### Action item
Show all lines from the material that carry the word "ALEX".
---- Data supplied
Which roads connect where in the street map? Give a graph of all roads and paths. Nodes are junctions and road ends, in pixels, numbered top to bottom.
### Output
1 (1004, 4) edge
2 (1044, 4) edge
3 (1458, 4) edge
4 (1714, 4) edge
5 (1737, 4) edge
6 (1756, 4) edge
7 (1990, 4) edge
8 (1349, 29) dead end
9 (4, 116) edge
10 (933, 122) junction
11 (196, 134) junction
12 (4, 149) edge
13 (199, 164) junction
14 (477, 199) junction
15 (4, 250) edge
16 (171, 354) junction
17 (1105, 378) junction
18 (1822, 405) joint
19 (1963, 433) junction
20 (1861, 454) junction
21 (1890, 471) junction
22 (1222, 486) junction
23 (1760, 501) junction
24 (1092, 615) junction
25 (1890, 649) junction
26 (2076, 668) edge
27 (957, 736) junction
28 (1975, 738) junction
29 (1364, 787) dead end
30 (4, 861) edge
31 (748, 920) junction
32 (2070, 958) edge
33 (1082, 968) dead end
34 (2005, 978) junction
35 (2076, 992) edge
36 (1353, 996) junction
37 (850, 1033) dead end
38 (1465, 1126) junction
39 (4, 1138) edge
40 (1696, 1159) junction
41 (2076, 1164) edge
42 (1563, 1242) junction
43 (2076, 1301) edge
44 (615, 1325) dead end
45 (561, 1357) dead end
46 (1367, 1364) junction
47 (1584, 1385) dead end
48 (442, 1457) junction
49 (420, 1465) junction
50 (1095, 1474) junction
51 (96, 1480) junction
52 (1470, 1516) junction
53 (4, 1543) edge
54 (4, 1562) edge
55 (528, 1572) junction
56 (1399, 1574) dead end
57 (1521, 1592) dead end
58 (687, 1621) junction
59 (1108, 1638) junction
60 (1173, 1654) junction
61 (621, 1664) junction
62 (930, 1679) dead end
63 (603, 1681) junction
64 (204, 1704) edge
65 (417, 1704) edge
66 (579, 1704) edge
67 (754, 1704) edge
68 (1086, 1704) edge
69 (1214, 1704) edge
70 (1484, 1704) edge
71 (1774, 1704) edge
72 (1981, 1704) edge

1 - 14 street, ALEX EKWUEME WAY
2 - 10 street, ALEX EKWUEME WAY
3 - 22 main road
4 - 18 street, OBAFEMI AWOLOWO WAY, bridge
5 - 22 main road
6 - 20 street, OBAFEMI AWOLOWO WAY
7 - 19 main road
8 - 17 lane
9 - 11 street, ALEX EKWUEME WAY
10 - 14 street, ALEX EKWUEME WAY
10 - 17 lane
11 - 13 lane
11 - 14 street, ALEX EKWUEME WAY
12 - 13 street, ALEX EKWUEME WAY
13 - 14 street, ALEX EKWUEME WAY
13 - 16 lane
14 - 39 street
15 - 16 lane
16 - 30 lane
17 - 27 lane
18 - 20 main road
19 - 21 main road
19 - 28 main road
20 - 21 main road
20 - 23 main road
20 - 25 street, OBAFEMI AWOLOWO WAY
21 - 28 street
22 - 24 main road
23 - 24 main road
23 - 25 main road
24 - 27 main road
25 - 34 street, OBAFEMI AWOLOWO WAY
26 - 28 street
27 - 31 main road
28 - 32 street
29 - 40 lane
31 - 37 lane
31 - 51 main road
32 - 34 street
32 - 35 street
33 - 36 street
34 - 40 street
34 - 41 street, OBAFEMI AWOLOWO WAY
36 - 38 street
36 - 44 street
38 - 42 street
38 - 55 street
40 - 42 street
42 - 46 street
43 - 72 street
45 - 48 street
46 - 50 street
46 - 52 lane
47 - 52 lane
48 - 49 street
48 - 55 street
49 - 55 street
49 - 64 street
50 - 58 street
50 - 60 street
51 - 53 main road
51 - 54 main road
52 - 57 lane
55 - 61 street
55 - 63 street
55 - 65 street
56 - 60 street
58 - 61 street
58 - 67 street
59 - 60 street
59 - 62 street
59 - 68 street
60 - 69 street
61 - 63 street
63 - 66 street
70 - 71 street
--------
### Exercise output
1 - 14 street, ALEX EKWUEME WAY
2 - 10 street, ALEX EKWUEME WAY
9 - 11 street, ALEX EKWUEME WAY
10 - 14 street, ALEX EKWUEME WAY
11 - 14 street, ALEX EKWUEME WAY
12 - 13 street, ALEX EKWUEME WAY
13 - 14 street, ALEX EKWUEME WAY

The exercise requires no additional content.